• Task directions:
If a line contains "Task: Give me", it is the last one to write out; begin with the first line of the records and copy each exactly.

(Records from a data collection)

=== Section Start ===

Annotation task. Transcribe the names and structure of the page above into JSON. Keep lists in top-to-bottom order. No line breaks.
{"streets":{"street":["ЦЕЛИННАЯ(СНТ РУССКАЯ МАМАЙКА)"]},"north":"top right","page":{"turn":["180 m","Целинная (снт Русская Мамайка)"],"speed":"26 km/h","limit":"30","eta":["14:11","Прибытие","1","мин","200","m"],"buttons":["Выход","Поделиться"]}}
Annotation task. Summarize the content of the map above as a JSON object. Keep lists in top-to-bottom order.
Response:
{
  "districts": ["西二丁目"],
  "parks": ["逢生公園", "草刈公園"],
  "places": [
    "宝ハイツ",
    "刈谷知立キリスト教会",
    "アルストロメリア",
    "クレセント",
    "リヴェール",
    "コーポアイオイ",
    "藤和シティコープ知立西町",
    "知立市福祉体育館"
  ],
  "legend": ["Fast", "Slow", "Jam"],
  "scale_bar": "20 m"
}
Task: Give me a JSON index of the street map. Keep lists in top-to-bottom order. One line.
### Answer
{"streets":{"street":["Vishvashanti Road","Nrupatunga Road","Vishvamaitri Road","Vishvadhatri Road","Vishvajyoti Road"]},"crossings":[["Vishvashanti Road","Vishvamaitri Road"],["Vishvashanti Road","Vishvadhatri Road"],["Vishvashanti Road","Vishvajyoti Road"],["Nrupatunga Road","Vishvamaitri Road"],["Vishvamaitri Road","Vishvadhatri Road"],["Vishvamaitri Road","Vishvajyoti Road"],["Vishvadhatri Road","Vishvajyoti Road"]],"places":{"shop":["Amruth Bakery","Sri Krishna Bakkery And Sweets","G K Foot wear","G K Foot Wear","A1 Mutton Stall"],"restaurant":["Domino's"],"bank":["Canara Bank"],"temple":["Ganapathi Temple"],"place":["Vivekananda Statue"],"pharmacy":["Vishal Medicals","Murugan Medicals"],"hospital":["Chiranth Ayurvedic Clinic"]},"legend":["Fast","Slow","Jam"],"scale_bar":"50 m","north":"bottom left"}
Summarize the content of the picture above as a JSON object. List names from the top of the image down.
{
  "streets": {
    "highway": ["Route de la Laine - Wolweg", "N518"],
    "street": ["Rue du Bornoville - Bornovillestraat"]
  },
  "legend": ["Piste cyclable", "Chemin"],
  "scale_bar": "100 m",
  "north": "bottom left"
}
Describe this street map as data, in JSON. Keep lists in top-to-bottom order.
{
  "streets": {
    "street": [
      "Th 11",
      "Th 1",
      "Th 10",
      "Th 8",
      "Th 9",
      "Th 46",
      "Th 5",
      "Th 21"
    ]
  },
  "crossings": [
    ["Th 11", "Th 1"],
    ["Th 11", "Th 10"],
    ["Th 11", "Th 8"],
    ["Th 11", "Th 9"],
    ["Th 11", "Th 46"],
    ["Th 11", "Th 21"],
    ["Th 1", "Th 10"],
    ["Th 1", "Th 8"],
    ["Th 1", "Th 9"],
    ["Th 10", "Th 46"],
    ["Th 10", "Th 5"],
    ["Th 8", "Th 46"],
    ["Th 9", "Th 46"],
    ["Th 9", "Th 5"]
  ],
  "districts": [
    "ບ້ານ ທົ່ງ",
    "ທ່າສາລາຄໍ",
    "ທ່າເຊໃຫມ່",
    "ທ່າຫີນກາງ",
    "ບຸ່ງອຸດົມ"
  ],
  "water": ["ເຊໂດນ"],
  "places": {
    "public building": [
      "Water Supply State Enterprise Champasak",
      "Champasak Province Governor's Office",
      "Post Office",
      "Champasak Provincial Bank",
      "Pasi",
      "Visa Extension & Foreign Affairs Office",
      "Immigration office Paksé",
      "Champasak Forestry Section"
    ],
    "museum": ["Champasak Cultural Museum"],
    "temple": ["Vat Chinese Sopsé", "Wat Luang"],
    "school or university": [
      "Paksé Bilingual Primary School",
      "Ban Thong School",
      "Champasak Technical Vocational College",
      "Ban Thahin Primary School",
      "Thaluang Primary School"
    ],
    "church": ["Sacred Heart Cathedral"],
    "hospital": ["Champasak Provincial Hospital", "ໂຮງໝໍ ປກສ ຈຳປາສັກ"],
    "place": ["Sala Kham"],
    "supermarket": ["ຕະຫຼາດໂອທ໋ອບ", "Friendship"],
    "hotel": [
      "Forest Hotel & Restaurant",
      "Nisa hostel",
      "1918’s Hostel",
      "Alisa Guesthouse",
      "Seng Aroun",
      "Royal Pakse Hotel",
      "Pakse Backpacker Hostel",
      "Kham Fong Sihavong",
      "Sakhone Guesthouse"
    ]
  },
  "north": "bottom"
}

=== Section End ===

• Answer to the problem:
Annotation task. Transcribe the names and structure of the page above into JSON. Keep lists in top-to-bottom order. No line breaks.
{"streets":{"street":["ЦЕЛИННАЯ(СНТ РУССКАЯ МАМАЙКА)"]},"north":"top right","page":{"turn":["180 m","Целинная (снт Русская Мамайка)"],"speed":"26 km/h","limit":"30","eta":["14:11","Прибытие","1","мин","200","m"],"buttons":["Выход","Поделиться"]}}
Annotation task. Summarize the content of the map above as a JSON object. Keep lists in top-to-bottom order.
Response:
{
  "districts": ["西二丁目"],
  "parks": ["逢生公園", "草刈公園"],
  "places": [
    "宝ハイツ",
    "刈谷知立キリスト教会",
    "アルストロメリア",
    "クレセント",
    "リヴェール",
    "コーポアイオイ",
    "藤和シティコープ知立西町",
    "知立市福祉体育館"
  ],
  "legend": ["Fast", "Slow", "Jam"],
  "scale_bar": "20 m"
}
Task: Give me a JSON index of the street map. Keep lists in top-to-bottom order. One line.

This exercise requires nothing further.